Compare that with football Saturday at any of the other schools mentioned in your article. Clemson is a great place to see a game. State has great parking close to the stadium and you can tailgate outside!
I am a true Tar Heel fan, but I HATE going to football games at Kenan. I would rather sit at home, watch the game on TV and avoid the traffic. If Carolina were to consider expanding Kenan, I would vote instead to move the stadium off campus. Find a place with easy access to I-40 and I-85. Have a huge field for parking. Encourage people to come early to tailgate with friends in the fresh autumn air - I just can't see setting up a grill in a parking deck. Build the stadium to seat 100,000. Charge a reasonable price for season tickets rather than using exclusivity to extort additional funds for the privilege of buying season tickets. Make the experience fun for the average family.

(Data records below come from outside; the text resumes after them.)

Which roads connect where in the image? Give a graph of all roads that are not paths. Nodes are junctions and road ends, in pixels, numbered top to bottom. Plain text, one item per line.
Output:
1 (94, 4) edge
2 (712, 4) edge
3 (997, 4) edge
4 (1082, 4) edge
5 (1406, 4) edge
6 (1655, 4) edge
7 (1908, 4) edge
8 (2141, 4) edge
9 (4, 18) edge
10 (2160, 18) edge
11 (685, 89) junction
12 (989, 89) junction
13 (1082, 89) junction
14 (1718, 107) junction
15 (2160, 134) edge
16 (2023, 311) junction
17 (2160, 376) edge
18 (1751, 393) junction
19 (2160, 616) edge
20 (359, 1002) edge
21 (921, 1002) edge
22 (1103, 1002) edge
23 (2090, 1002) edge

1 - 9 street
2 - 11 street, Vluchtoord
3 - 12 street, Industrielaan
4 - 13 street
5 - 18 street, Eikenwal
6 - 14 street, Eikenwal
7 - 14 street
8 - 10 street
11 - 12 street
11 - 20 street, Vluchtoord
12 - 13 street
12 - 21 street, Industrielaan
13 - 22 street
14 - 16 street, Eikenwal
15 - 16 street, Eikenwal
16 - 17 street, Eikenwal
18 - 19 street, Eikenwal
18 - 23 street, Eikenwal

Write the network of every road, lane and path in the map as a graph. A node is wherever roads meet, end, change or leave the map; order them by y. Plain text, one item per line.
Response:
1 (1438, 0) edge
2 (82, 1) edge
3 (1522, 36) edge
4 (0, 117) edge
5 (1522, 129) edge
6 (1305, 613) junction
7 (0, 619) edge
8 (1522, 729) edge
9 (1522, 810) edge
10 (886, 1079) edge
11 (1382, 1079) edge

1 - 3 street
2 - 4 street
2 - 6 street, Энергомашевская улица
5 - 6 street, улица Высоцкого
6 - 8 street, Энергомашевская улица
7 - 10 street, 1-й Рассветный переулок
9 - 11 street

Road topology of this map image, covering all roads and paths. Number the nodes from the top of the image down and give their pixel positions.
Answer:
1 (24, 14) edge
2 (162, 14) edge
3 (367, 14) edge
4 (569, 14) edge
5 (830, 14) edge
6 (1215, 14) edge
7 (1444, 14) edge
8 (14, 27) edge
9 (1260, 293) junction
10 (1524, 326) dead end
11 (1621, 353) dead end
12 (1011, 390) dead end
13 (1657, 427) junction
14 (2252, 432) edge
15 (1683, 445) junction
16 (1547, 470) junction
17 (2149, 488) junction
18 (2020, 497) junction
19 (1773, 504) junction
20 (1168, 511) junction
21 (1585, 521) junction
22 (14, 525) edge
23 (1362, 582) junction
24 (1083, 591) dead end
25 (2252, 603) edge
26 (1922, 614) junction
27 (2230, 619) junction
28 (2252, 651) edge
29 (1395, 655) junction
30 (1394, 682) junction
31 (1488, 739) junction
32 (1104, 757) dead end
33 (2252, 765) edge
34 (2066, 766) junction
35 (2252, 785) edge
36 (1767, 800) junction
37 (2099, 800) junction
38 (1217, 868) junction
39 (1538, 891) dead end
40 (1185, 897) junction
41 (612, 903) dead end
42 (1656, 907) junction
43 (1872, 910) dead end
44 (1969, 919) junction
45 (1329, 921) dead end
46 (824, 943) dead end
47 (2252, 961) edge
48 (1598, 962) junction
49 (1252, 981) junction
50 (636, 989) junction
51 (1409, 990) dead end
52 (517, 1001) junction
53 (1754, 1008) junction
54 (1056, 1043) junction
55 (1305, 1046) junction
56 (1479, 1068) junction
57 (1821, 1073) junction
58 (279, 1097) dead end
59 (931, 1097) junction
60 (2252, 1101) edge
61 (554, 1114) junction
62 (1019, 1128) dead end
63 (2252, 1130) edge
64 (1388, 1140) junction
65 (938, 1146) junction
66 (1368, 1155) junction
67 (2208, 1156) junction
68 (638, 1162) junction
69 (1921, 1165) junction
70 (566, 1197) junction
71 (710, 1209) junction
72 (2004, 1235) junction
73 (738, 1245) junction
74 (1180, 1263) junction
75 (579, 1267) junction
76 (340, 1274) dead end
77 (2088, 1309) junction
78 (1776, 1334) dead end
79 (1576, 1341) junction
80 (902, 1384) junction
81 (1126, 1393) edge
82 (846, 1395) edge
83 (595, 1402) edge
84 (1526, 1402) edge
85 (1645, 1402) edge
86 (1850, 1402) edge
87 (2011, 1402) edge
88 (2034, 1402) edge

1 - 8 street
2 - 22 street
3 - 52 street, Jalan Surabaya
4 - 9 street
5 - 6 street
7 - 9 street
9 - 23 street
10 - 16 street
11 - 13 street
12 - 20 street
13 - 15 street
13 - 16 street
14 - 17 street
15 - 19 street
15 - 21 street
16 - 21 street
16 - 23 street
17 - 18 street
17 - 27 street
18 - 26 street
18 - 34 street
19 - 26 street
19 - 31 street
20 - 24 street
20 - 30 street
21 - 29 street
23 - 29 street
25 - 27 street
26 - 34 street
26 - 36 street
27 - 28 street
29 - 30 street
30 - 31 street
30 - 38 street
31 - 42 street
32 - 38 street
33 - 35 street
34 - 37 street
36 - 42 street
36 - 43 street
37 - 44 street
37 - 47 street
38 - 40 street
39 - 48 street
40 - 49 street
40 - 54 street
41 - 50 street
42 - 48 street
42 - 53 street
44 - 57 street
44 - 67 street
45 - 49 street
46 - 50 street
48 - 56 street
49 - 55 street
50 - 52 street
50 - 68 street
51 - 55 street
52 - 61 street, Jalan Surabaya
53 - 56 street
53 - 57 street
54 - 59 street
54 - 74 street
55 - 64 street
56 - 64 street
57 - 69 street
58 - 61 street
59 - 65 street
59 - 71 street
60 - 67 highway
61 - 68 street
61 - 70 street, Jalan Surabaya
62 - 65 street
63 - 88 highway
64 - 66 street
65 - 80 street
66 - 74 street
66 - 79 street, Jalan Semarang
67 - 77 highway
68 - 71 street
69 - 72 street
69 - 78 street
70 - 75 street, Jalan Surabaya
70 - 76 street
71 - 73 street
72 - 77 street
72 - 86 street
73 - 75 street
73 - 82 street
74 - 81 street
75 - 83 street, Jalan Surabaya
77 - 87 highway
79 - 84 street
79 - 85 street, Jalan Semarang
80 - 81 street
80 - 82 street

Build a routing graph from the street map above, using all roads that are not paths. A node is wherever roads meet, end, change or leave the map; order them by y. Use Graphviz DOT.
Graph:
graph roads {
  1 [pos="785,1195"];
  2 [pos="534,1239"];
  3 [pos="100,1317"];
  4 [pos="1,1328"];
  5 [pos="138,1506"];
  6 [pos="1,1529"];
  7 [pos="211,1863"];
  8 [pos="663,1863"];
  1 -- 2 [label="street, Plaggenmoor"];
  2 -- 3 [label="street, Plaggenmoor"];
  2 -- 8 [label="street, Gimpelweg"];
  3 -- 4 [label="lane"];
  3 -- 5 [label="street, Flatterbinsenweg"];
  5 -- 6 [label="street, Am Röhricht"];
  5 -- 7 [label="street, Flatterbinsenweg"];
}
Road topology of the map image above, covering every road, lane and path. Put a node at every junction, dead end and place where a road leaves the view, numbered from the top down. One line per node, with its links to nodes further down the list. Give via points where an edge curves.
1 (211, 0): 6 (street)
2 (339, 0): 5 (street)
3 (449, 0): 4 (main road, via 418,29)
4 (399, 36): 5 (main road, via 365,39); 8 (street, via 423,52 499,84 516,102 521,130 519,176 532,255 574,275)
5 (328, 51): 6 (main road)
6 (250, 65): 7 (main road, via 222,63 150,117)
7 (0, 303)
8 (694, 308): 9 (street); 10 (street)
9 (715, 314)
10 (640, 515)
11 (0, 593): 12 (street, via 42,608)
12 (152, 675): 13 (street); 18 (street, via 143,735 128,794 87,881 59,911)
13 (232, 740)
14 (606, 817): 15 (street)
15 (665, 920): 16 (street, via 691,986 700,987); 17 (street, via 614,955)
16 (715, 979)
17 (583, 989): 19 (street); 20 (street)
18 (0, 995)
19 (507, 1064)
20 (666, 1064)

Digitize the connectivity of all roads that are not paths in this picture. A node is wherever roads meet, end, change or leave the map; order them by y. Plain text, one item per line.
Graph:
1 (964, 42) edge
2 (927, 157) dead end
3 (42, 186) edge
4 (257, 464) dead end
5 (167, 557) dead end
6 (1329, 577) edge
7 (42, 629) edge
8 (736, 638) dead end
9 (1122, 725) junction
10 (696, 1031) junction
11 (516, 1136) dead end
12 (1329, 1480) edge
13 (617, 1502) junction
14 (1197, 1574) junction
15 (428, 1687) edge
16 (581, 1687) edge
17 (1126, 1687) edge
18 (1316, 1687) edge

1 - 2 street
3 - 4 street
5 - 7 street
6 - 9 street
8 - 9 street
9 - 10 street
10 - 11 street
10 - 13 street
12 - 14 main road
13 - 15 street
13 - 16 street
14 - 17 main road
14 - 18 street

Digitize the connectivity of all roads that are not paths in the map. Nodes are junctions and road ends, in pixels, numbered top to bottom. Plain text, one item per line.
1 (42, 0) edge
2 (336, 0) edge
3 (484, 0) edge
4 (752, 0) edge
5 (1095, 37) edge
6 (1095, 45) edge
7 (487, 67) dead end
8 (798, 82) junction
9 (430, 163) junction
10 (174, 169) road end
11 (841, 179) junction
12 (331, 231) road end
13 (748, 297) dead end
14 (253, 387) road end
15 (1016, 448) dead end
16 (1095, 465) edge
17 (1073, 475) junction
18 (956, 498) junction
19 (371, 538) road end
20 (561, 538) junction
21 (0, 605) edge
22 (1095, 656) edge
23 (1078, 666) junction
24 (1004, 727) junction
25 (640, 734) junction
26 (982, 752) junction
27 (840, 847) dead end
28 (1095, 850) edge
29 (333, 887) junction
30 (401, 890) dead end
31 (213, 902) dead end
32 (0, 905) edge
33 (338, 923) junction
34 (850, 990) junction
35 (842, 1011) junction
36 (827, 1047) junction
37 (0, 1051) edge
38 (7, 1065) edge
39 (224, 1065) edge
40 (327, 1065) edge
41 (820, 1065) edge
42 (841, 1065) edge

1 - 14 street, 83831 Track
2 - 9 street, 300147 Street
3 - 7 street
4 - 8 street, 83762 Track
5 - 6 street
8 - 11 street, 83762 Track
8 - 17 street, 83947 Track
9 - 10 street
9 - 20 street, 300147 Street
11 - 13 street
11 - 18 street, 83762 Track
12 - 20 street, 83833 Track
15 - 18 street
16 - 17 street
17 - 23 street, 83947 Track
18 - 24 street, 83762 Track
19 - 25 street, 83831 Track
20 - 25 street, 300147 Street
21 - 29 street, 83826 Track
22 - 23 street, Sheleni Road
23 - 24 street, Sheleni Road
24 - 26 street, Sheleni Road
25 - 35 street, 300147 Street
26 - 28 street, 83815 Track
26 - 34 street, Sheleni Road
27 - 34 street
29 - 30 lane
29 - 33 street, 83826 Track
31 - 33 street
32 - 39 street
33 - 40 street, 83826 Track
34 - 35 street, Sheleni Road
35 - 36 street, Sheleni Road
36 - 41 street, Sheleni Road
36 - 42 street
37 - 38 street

Carolina is nothing but CORPORATE. Want season tickets? Add on $1000 for the opportunity for nosebleed tickets. Who do you think is buying tickets? Joe Carolina Fan? I remember Mack complaining about people being late to games and leaving early. I have heard similar rumblings from Coach Bunting. Carolina is not fan friendly. If the school really wants fans, make the experience fan friendly. As it is, it is a corporate site to see and be seen. It should be a football fan's place to see football!
I have had season tickets in the past. I can afford to buy them now. But I go to football games to watch football! I prefer to do my socializing before the game. And I do not enjoy spending an hour and a half in the car going to the game - from my home in Raleigh - and another hour and a half going home. Until Carolina football becomes fan friendly, I will continue to go to one game each year and watch the rest of the games on TV.
Go Heels! Just move the stadium.
You should have something to do with fund raising before making such a ridiculous recommendation. Adding to the stadium is not even interesting as an academic topic. You are way off base.